Série : CSI New York – Les experts Manhattan
Histoire : Danny et Lindsay emménagent ensemble pour fêter leur un an de couple. Don en souffre car il aime secrètement son meilleur ami. Rien ne va plus entre eux.
Genre : Romance / Slash
Statut : 10 chapitres – Terminée
Rythme de parution : un chapitre par semaine
Public : Tout public.
Prélude
Chapitre 9 : Retour
L'ambulance ouverte, un secouriste tamponnait une compresse sur l'avant- bras du blessé.
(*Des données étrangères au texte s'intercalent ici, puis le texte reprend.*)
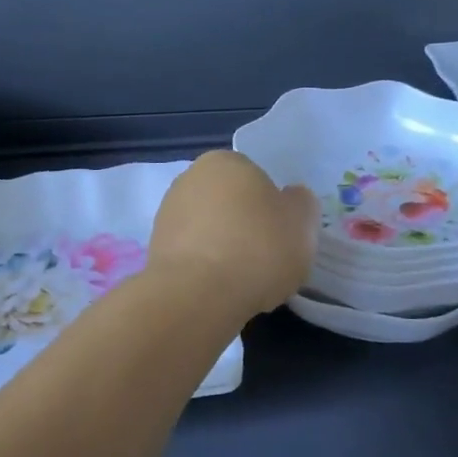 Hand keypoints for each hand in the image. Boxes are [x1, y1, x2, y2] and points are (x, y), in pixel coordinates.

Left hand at [148, 151, 318, 318]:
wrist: (198, 295)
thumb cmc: (258, 248)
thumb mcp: (303, 222)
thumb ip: (300, 203)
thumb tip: (290, 200)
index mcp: (226, 161)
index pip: (256, 179)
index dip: (272, 208)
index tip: (281, 236)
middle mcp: (191, 178)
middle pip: (230, 203)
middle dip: (245, 226)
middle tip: (265, 258)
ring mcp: (168, 214)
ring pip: (209, 230)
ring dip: (224, 248)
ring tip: (243, 281)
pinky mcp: (154, 250)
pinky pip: (193, 255)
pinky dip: (206, 269)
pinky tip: (220, 290) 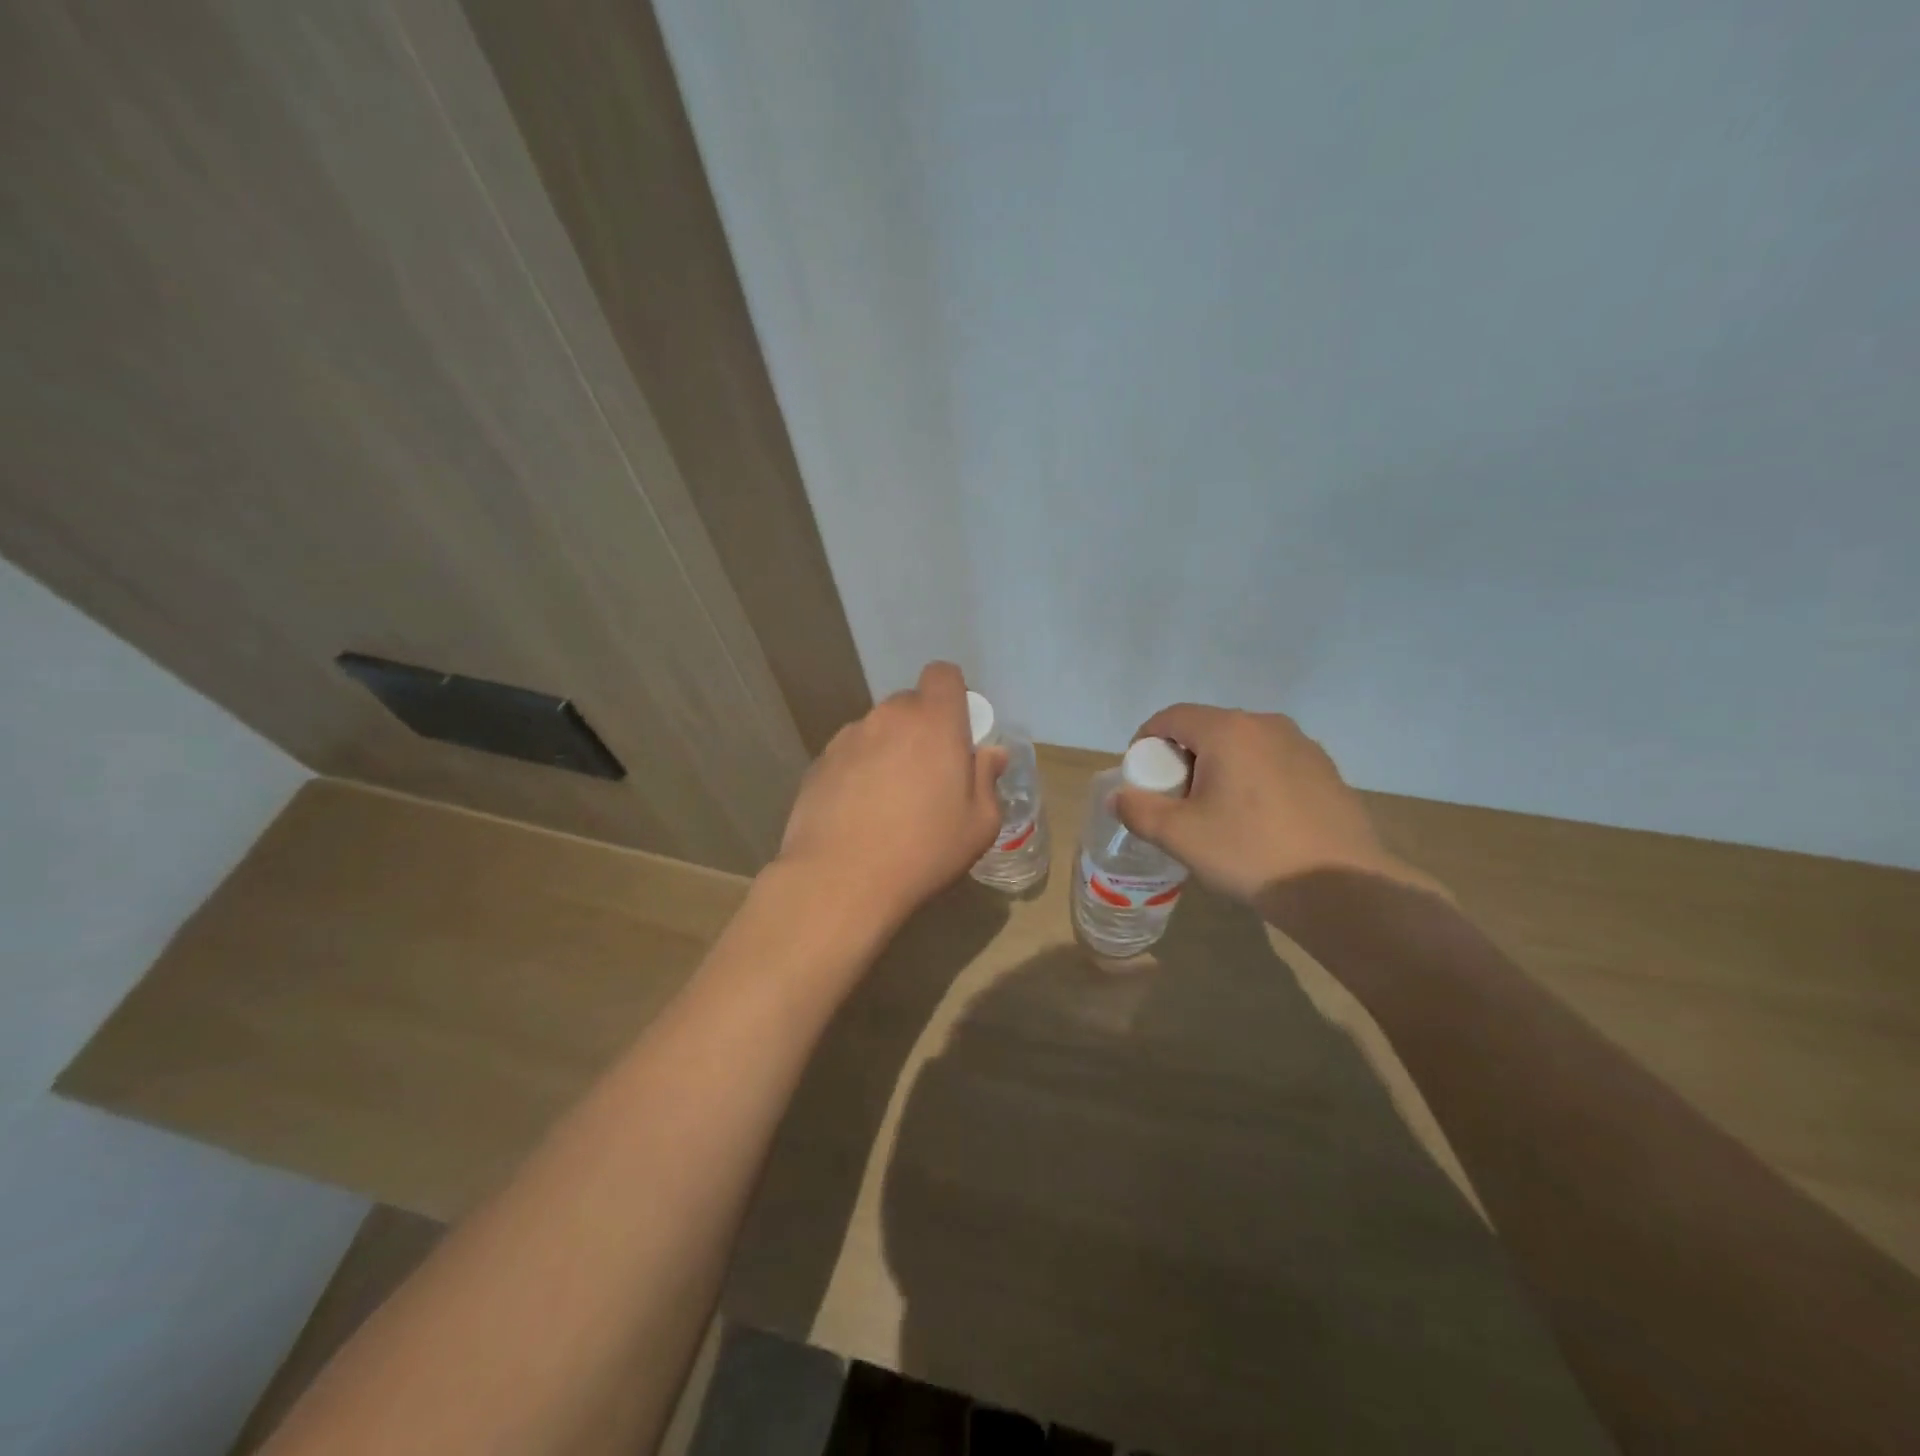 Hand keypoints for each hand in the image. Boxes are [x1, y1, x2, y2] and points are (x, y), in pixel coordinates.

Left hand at [777, 661, 1007, 927]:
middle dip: (923, 729)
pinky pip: (851, 755)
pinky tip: (860, 813)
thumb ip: (987, 779)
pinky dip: (860, 772)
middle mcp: (888, 717)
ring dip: (890, 751)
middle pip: (911, 705)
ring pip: (878, 730)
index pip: (943, 674)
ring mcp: (848, 738)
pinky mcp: (819, 762)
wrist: (840, 879)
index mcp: (934, 722)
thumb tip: (990, 754)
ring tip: (889, 801)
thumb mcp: (979, 824)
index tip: (958, 733)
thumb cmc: (924, 850)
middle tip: (929, 776)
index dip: (953, 696)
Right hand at [1114, 704, 1441, 904]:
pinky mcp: (1325, 770)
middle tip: (1175, 799)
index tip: (1140, 776)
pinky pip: (1272, 762)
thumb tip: (1118, 796)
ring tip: (1216, 812)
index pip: (1171, 717)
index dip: (1146, 741)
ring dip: (1218, 768)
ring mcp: (1302, 745)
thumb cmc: (1250, 853)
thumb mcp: (1180, 836)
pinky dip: (1252, 779)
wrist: (1340, 887)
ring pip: (1242, 745)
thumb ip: (1139, 810)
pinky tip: (1257, 820)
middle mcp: (1266, 725)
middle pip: (1207, 728)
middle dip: (1182, 757)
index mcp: (1228, 731)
Une longue estafilade courrait sur toute sa longueur, saignant abondamment. L'entaille était profonde et nette, seul le muscle semblait avoir été touché. Mais par prudence, il fallait faire un examen plus poussé de la lésion afin de vérifier que les tendons et autres liaisons nerveuses n'aient pas été endommagés.
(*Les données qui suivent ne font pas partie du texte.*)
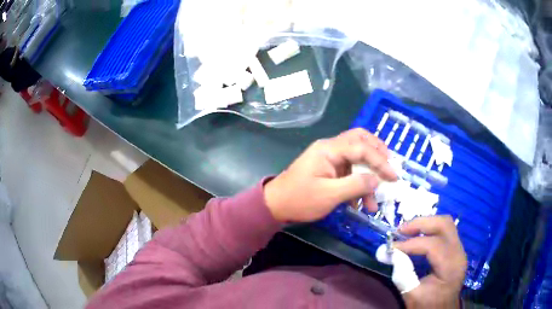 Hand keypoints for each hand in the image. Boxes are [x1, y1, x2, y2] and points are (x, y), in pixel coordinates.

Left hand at [264, 128, 396, 222]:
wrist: (275, 206)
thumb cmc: (300, 199)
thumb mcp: (330, 195)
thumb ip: (356, 185)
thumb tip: (377, 180)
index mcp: (329, 149)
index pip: (362, 147)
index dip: (381, 161)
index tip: (394, 177)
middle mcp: (331, 148)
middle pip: (360, 141)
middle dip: (378, 155)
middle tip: (389, 169)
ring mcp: (330, 158)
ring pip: (357, 158)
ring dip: (368, 177)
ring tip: (374, 202)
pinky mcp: (329, 169)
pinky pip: (349, 171)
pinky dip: (358, 184)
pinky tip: (360, 203)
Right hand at [395, 216, 466, 308]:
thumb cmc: (428, 305)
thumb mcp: (412, 295)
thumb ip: (402, 274)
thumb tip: (387, 253)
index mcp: (451, 267)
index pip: (433, 245)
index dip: (411, 244)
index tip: (391, 247)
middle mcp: (459, 253)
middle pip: (444, 225)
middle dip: (421, 224)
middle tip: (400, 230)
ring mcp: (459, 249)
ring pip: (445, 224)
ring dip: (425, 224)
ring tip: (407, 231)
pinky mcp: (456, 249)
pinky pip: (445, 231)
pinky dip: (429, 230)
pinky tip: (417, 236) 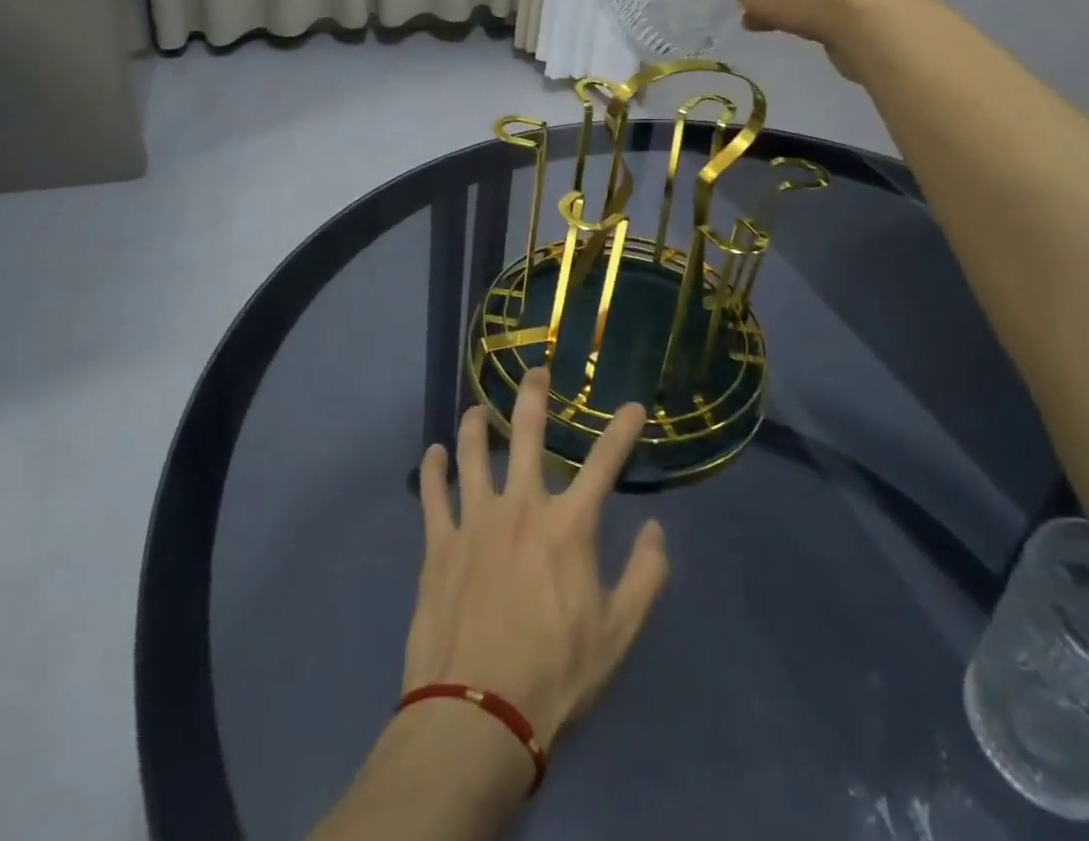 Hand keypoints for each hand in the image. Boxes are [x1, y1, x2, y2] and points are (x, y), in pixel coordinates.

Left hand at [404, 368, 669, 750]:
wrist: (477, 717)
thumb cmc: (555, 676)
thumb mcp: (618, 634)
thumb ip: (645, 577)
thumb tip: (655, 530)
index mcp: (569, 526)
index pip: (605, 463)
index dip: (622, 430)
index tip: (633, 406)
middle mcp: (522, 506)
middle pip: (528, 435)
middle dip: (534, 396)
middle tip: (536, 371)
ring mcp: (475, 521)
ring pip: (473, 453)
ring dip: (476, 425)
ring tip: (478, 408)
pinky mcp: (439, 545)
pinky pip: (433, 494)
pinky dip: (433, 469)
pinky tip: (434, 453) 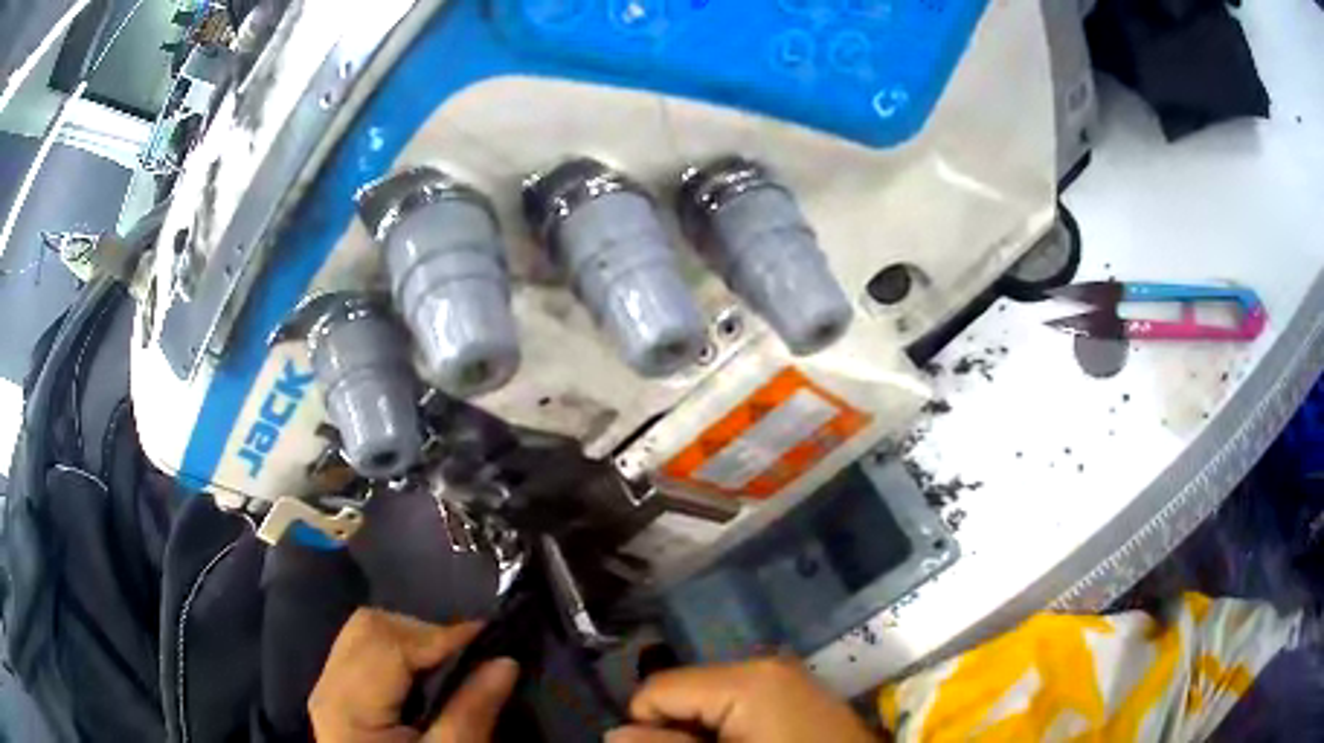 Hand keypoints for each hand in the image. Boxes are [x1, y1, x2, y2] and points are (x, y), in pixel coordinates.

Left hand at [309, 608, 518, 742]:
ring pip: (364, 634)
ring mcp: (327, 689)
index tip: (491, 638)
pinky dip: (397, 653)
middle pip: (369, 628)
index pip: (388, 643)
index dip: (440, 636)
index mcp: (348, 705)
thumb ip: (470, 712)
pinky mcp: (337, 697)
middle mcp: (327, 687)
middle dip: (423, 634)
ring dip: (411, 640)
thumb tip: (505, 661)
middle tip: (469, 658)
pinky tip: (424, 680)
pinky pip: (362, 652)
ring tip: (449, 667)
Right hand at [609, 657, 878, 742]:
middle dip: (680, 731)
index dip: (651, 728)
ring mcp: (783, 678)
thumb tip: (613, 734)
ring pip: (708, 703)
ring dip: (703, 734)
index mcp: (746, 678)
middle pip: (683, 694)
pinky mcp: (794, 694)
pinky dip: (730, 730)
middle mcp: (763, 666)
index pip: (657, 689)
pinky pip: (738, 708)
Don avait eu chaud et si sous l'effet de l'adrénaline, il n'avait rien ressenti au passage de lame affutée, là, il douillait sévère. La gravité potentielle de sa blessure et le risque de séquelles lui fichaient une sacrée frousse. Constance l'accompagna à l'hôpital, le remontant le moral à sa façon : énergique. L'interne confirma l'avis du son confrère ambulancier, le traumatisme était musculaire. Il devrait revenir dans 15 jours pour retirer les points de suture. D'ici là, il désinfecterait la cicatrice avec une pommade spéciale à chaque fois qu'il referait le pansement. Il avait ordre de ne pas forcer avec ce bras au risque de rouvrir la plaie.
****
Allongé sur son lit d'hôtel, Don se reposait satisfait du devoir accompli. L'anesthésie s'estompait, la douleur était supportable mais les fils le gratouillaient.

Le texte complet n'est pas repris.